Emotional regulation, dissociation, and the self-induced dermatoses: clinical features and implications for treatment with mood stabilizers

Madhulika A Gupta. Clin Dermatol. 2013 Jan-Feb.

Abstract

The self-induced dermatoses (such as trichotillomania, pathologic skin picking or neurotic excoriations, dermatitis artefacta, onychophagia and onychotillomania), which are caused as a result of excessive manipulation of the skin, hair, and nails by the patient, can contribute to significant morbidity and can even complicate the course of a primary dermatologic condition such as acne (eg, in acne excoriée) and some pruritic dermatoses. Reports on the self-induced dermatoses in the past decade have tended to focus upon the specific motor behaviors involved in self-inducing the lesions (ie, skin picking or hair pulling) rather than address the common psychopathologic factors underlying the self-injurious behaviors. In the current psychiatric nosology (Diagnostic and Statistical Manual of Mental Disorders, Fourth Edition, Text Revision) the self-induced dermatoses are classified as Impulse Control Disorders and Stereotypic Movement Disorders, and this classification does not adequately consider the fact that in most patients with self-induced dermatoses, the frequency and severity of the self-injurious behaviors are directly related to acute or chronic problems with emotional regulation and dissociation. This may be part of the reason that there is a relative paucity of effective treatments for these disorders.
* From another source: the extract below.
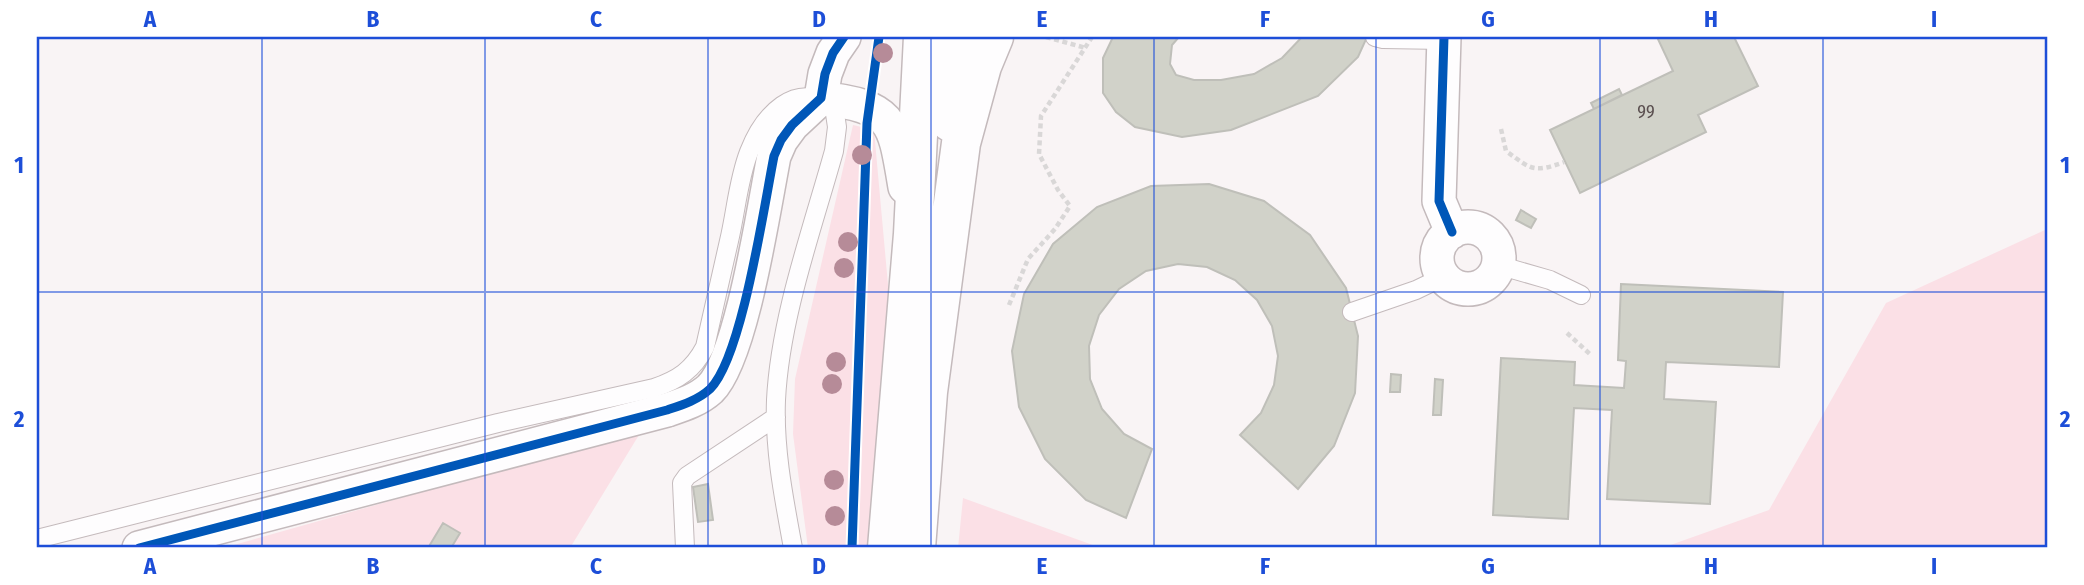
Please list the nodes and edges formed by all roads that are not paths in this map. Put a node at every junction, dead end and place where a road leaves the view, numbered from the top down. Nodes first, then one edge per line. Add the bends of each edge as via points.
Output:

The skin and its appendages are well innervated with a dense network of afferent sensory nerves and efferent autonomic nerves, and the integumentary system is frequently the focus of tension-reducing and emotion-regulating behaviors, especially during states of autonomic nervous system hyperarousal. This factor is important in the pathogenesis of the self-induced dermatoses. Mood-stabilizing agents, such as lithium carbonate, that are used to treat disorders of emotional regulation have not been adequately studied in the management of the self-induced dermatoses and may prove to be very helpful in the management of these disorders.